Selon le British Economist, Nowatek aurait commandé six pétroliers de ce type à la Corée du Sud bien avant le début de la guerre, ainsi que 15 à un constructeur naval russe. Le chantier naval sud-coréen a déjà construit trois pétroliers, mais n’est pas autorisé à les céder ou à les vendre sans avoir des ennuis avec les États-Unis. La production russe a également été stoppée par les sanctions occidentales : il manque au chantier naval des composants importants. Dans un avenir prévisible, seuls 2 des 15 pétroliers pourront être achevés, ce qui n’est pas suffisant pour une exploitation continue pendant les mois d’hiver.

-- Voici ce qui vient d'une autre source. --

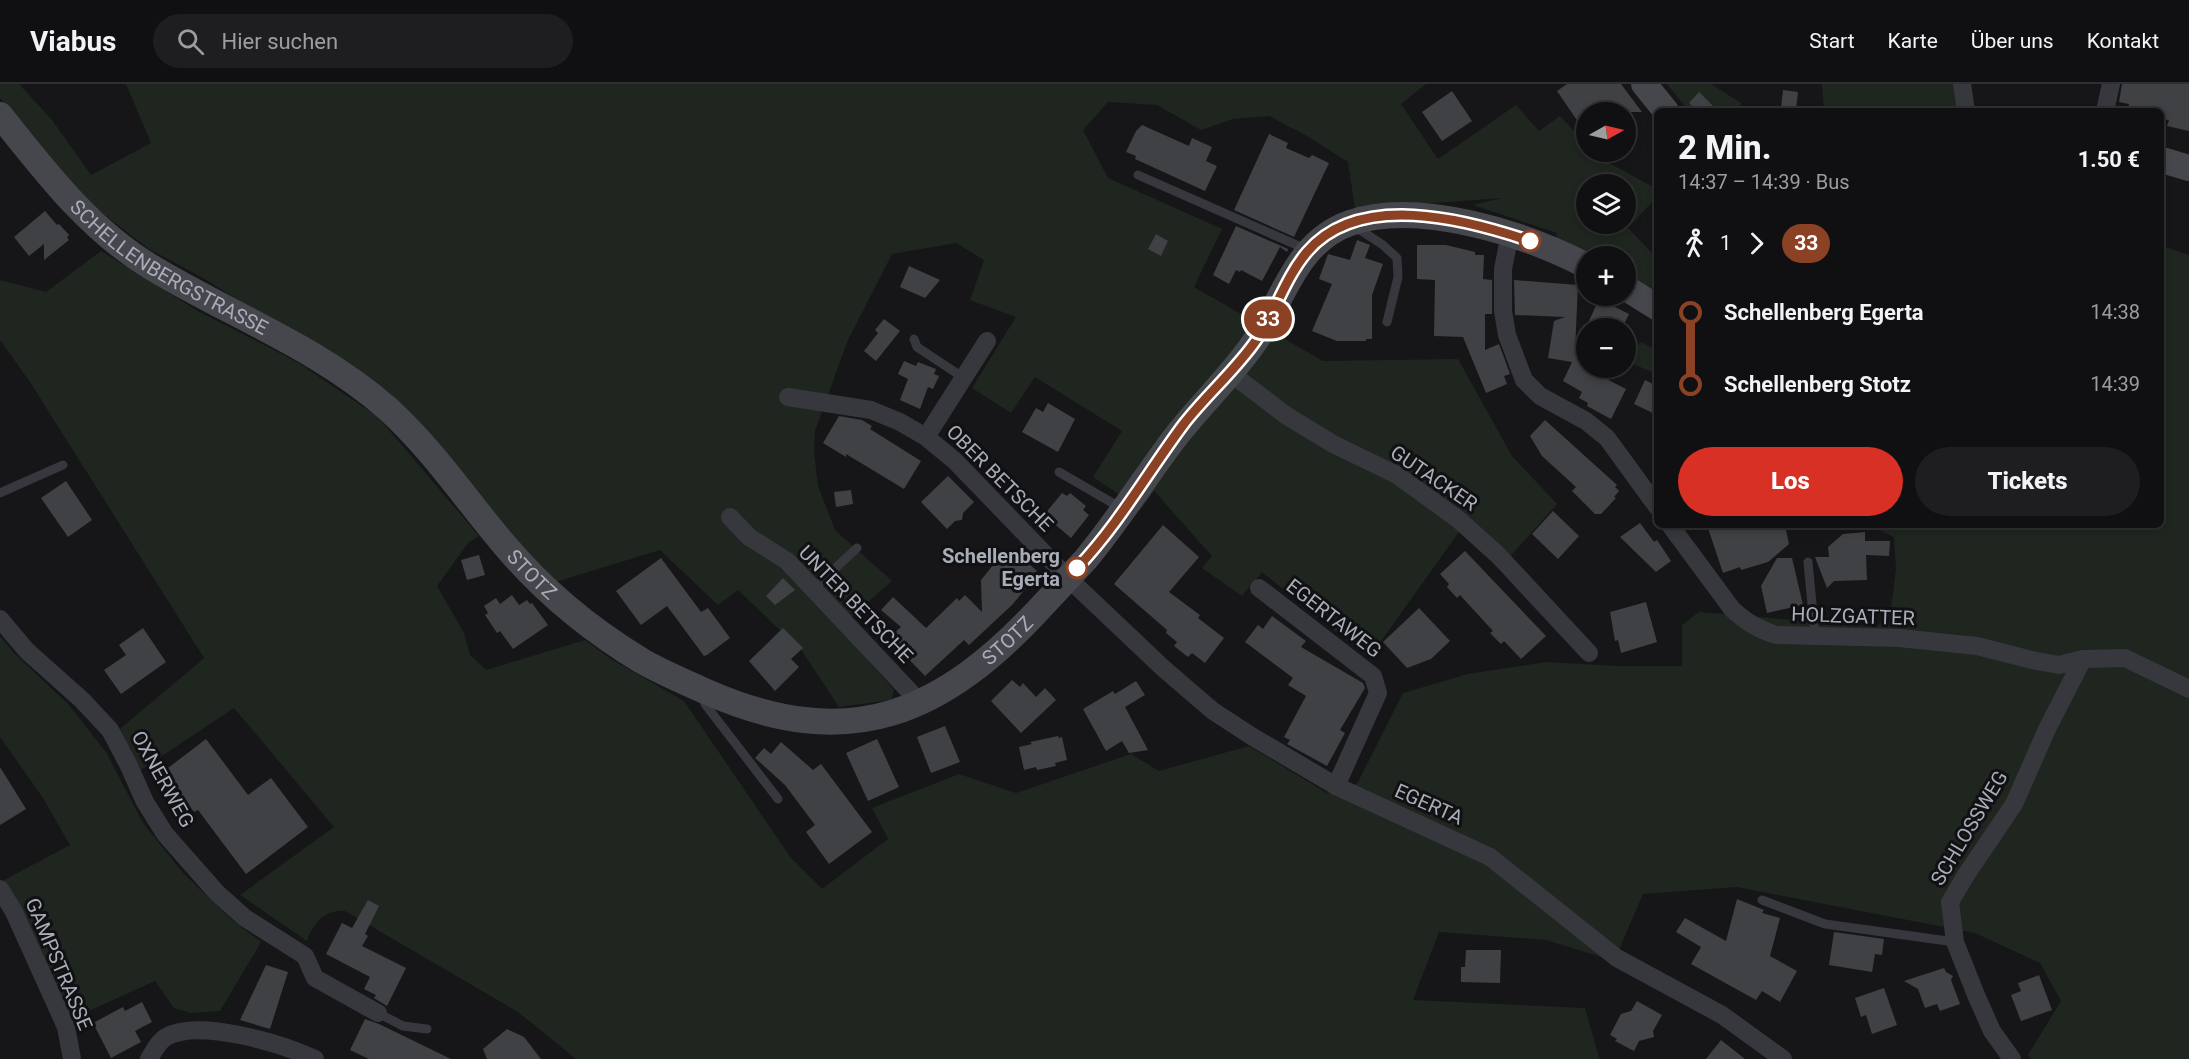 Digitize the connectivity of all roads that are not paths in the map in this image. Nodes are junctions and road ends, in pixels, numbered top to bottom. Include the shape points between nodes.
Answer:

La Flotte de l’Ombre n’est pas non plus d’une grande aide, même si l’Arctique ne gèle pas cet hiver. Les sanctions américaines visent expressément Arctic LNG 2. Les États-Unis savent donc exactement où observer les mouvements inhabituels des navires à l’aide de satellites depuis l’espace. En conséquence, de nouveaux navires, des particuliers et des entreprises douteuses se retrouvent régulièrement sur la liste des sanctions et effraient les acheteurs potentiels comme l’Inde : le gouvernement indien a étonnamment annoncé en septembre qu’il n’achèterait pas de gaz naturel liquéfié à Arctic LNG 2. « Nous ne toucherons à rien qui soit soumis à des sanctions de grande envergure », a déclaré New Delhi.
En attente d’acheteurs
Il reste à voir si l’Inde s’en tiendra à cette position ou, comme pour le pétrole russe, agira si la Russie baisse suffisamment les prix du gaz naturel liquéfié. Mais Vladimir Poutine est pressé par le temps. Le patron du Kremlin veut contrôler un cinquième du marché mondial du GNL d’ici dix ans. Mais tandis que la Russie perd d’importants clients comme l’Inde, ses concurrents aux États-Unis, au Qatar et en Arabie Saoudite augmentent massivement leurs capacités.
Dans l’état actuel des choses, la situation est claire : la moitié des pétroliers chargés de gaz liquide d’Arctic LNG 2 ont stocké leur cargaison sur les côtes russes. Les autres traînent dans les eaux asiatiques, en attente d’acheteurs.
« J’ai encore appris quelque chose » est un podcast destiné aux curieux : pourquoi un cessez-le-feu ne serait-il probablement qu’une pause pour Vladimir Poutine ? Pourquoi l’OTAN craint-elle le fossé Suwalki ? Pourquoi la Russie a-t-elle encore des iPhones ? Quels petits changements de comportement peuvent permettre d’économiser 15 % d’énergie ? Écoutez et devenez un peu plus intelligent trois fois par semaine.